Databricks is a data processing cloud-based platform. It simplifies collaboration of data analysts, data engineers, and data scientists. Databricks is available in Microsoft Azure, Amazon Web Services, and Google Cloud Platform.
Dataedo will connect to single catalog Unity Catalog via API, and document objects and data lineage within the connected catalog.
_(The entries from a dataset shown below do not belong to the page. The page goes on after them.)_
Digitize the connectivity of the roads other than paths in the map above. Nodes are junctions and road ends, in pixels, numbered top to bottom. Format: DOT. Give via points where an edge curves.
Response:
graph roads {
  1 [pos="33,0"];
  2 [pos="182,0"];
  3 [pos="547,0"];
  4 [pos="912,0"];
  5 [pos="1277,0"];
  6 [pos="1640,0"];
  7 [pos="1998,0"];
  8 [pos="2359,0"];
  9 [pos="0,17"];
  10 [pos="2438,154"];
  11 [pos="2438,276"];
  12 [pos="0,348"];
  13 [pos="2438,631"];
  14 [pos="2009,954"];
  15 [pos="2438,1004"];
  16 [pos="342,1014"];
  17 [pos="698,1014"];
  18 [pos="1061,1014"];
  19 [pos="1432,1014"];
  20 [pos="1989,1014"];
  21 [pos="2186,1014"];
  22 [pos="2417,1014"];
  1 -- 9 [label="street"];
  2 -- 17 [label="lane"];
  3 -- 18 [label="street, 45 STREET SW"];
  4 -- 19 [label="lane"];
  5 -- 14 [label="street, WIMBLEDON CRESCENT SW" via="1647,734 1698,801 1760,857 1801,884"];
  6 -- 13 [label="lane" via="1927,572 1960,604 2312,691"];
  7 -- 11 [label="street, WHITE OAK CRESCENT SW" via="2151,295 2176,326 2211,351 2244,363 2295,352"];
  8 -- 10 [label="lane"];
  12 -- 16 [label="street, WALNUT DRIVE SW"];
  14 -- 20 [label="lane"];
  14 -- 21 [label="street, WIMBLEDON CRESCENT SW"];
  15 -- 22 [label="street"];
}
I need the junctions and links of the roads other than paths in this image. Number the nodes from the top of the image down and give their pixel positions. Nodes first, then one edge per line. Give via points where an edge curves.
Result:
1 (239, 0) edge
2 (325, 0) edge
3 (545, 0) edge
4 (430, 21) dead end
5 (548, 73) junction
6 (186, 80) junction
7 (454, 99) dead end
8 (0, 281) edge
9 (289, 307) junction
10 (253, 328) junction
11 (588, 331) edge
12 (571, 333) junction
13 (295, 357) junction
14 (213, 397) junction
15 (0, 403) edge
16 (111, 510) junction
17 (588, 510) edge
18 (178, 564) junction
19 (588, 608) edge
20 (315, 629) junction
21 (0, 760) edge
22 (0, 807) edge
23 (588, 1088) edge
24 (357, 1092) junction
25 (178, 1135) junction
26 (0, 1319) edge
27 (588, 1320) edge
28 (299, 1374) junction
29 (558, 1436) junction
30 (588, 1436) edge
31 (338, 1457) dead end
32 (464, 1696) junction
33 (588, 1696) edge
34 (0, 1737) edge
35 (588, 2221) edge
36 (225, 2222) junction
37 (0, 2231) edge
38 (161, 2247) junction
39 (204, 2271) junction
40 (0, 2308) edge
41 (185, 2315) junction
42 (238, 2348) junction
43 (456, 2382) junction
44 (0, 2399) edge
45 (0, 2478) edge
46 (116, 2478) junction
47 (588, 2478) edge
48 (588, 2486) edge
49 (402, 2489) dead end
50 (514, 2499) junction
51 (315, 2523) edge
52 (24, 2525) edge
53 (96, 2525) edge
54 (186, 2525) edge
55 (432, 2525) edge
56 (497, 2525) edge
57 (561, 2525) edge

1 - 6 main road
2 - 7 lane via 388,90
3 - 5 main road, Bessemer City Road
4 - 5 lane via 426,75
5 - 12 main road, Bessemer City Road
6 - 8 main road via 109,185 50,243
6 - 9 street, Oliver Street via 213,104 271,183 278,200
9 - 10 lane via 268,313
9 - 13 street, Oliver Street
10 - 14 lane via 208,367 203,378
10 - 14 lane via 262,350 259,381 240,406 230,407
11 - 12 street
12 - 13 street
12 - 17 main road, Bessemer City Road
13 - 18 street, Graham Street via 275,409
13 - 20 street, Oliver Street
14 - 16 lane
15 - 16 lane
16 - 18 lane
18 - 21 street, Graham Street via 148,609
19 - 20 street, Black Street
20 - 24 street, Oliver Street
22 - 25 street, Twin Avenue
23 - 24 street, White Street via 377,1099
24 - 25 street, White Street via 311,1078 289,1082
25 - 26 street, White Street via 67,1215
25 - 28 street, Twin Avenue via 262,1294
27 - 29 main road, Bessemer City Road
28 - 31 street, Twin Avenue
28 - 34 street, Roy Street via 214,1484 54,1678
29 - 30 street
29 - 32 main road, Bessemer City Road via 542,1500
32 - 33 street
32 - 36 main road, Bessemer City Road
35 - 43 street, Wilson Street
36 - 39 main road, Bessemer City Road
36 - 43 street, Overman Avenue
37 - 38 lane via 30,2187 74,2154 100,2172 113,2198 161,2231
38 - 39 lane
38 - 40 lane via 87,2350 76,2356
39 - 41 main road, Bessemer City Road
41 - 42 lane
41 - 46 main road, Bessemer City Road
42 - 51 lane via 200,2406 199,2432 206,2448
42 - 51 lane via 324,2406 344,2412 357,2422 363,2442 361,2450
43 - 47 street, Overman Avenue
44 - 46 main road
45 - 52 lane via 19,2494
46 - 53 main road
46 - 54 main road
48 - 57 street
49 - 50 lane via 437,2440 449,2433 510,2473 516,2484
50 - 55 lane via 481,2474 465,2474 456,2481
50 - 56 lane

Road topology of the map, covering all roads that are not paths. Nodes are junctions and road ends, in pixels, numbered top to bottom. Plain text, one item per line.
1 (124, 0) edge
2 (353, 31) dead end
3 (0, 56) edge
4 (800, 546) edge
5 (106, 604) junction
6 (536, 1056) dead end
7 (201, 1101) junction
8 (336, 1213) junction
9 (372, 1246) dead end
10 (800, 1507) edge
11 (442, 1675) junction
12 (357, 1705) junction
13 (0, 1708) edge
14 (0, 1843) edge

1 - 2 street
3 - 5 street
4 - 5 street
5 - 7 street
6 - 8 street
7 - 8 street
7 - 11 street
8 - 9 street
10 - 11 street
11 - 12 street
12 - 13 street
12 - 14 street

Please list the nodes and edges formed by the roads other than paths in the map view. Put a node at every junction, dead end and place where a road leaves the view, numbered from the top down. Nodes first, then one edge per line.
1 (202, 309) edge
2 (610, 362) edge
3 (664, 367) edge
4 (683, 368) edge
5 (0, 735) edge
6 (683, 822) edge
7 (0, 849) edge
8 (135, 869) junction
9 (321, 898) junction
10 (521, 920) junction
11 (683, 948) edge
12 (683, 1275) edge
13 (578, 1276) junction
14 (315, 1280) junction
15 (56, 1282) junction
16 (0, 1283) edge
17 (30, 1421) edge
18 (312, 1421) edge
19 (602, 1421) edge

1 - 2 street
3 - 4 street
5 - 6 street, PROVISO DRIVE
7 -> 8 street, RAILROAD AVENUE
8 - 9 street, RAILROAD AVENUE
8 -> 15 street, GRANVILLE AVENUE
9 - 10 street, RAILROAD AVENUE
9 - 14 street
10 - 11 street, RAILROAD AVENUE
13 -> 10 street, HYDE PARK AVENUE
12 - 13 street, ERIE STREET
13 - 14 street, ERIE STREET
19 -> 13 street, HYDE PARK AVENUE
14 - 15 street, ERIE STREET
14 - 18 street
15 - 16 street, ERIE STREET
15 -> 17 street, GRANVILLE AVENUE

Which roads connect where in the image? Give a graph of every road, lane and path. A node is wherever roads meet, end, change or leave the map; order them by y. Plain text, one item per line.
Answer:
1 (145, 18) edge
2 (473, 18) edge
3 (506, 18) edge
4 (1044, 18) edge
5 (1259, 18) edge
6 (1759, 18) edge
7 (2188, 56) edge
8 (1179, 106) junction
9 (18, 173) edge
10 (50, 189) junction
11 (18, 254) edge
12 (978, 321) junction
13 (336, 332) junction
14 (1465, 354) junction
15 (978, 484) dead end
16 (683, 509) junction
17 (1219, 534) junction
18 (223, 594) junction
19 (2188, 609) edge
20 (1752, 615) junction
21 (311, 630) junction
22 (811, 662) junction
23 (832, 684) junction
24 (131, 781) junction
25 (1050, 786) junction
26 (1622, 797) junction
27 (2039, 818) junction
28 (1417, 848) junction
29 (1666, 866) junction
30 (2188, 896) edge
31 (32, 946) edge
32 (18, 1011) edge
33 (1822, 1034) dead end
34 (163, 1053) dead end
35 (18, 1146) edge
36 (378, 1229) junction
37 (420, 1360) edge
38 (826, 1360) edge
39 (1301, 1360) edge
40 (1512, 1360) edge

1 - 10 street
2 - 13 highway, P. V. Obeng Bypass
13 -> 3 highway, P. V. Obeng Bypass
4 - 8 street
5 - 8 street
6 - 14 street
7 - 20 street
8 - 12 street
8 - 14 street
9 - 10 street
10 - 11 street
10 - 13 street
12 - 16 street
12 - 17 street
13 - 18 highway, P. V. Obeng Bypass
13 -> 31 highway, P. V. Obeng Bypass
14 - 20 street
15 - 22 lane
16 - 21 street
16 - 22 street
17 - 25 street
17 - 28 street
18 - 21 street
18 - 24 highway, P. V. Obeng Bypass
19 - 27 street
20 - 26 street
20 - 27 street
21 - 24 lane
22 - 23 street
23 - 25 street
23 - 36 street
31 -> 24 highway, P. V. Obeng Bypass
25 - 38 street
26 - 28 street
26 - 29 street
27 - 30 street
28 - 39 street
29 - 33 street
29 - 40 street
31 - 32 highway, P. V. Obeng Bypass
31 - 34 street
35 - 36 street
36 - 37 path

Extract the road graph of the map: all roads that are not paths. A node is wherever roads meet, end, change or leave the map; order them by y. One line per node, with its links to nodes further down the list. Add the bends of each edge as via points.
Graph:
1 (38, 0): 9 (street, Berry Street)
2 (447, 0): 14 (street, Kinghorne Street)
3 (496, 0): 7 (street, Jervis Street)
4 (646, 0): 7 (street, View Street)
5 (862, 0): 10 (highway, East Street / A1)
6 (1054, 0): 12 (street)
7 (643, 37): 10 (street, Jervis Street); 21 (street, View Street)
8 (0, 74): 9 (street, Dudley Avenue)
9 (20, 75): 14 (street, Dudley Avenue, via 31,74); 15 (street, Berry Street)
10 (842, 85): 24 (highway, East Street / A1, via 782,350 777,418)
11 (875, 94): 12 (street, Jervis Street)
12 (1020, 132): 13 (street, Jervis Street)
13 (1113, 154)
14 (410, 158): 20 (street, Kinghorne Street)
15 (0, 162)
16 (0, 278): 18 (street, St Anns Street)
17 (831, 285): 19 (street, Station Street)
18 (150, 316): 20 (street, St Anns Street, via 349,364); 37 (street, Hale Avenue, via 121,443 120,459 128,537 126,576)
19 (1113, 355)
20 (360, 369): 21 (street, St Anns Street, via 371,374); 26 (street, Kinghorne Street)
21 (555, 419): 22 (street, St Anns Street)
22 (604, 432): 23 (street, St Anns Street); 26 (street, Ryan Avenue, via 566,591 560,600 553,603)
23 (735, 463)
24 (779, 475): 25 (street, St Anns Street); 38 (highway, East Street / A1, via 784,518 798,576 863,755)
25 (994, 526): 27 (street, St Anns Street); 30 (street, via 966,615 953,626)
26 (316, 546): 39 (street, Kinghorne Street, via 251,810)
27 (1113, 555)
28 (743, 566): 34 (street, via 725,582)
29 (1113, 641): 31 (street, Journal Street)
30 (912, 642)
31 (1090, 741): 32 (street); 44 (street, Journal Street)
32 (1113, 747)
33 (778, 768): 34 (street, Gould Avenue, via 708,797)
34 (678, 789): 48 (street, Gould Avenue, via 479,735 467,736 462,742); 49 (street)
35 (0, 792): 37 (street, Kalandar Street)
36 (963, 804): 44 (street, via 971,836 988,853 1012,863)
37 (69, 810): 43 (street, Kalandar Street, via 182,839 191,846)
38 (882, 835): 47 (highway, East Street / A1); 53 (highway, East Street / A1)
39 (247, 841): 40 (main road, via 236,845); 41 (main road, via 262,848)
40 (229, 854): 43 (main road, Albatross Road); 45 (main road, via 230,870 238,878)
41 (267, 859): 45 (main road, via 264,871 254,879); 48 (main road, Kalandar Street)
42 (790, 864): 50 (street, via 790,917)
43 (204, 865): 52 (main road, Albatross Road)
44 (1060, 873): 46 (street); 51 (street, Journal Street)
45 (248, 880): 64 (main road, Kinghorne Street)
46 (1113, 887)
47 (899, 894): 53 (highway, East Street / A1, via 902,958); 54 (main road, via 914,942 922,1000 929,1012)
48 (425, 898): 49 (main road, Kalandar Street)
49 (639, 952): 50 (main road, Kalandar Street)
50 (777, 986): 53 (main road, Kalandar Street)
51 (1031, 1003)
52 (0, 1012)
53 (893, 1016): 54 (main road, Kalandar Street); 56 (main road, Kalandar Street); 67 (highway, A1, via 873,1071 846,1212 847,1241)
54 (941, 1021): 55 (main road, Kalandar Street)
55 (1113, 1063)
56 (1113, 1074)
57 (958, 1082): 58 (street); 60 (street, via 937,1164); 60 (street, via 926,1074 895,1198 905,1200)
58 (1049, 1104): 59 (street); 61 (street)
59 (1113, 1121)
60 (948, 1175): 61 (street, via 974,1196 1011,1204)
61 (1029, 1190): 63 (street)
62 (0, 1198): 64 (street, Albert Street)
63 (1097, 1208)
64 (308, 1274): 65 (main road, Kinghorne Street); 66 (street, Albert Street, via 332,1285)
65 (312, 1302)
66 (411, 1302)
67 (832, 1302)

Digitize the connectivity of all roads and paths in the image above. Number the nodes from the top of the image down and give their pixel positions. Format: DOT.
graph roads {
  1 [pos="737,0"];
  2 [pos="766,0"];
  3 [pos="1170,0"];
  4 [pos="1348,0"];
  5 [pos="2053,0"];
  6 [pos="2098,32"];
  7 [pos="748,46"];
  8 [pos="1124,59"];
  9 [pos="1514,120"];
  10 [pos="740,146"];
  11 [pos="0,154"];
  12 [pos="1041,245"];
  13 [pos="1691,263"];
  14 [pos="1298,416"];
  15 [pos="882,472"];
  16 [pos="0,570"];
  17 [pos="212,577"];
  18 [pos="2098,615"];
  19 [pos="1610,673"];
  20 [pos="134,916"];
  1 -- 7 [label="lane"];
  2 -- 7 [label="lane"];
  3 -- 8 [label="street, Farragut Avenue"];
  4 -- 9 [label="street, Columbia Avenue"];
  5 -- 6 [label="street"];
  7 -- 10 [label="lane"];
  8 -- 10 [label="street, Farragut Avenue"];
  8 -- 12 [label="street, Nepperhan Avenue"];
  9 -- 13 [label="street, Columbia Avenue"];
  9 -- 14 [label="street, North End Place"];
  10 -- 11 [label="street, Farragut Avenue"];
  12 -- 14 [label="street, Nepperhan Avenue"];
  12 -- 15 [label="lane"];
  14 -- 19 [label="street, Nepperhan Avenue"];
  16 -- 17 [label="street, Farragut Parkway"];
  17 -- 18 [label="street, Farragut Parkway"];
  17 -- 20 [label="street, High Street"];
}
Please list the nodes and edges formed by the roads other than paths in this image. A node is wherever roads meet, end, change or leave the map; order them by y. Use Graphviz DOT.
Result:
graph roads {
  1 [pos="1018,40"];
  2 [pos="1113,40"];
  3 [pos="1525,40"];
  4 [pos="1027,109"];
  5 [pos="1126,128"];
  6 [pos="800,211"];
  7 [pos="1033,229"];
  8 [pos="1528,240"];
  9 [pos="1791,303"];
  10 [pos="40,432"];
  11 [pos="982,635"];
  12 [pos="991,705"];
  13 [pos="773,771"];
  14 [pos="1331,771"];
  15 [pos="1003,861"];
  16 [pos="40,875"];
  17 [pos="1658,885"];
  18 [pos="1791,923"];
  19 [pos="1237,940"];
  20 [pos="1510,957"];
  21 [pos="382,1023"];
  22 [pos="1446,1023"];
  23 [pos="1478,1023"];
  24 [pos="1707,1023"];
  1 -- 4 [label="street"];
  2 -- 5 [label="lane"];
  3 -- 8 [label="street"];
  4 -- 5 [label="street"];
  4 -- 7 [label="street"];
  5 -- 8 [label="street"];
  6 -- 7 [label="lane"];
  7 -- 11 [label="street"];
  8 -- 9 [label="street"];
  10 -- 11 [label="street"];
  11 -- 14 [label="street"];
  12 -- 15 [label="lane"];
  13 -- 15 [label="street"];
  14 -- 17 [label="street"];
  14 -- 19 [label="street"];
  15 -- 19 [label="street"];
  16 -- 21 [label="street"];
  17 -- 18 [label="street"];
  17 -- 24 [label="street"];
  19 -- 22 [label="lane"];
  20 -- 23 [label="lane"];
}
Instructions on how to connect to Databricks using Dataedo can be found at: Connecting to Databricks Unity Catalog
Connector features
Data Source | Support | Schema | Lineage | Profiling | Classification | Export comments | FK tester | DDL import |
---|---|---|---|---|---|---|---|---|
Databricks Unity Catalog | Native | ✅ | Column Level | ❌ | ✅ | ✅ | NA | NA |
Data Catalog
Dataedo will document following objects and their respective properties from Databricks:
Object Name | Metadata | Lineage |
---|---|---|
Delta Live Tables | ✅ | ✅ |
Pipelines | Limited | ✅ |
Tables | ✅ | ✅ |
Views | ✅ | ✅ |
Columns | ✅ | ✅ |
External locations | ✅ | ✅ |
External Tables | ✅ | ✅ |
Primary keys | ✅ | |
Foreign keys | ✅ |
Objects Properties Configuration & Support
Documentation is created for one selected catalog from Databricks Unity Catalog.
Known Limitations
Documentation Functionality
- Data Profiling is not available for Databricks, however we're working on this feature for feature releases.
- Connection to multiple catalogs at once or regional metastore is not yet supported [it is on the roadmap]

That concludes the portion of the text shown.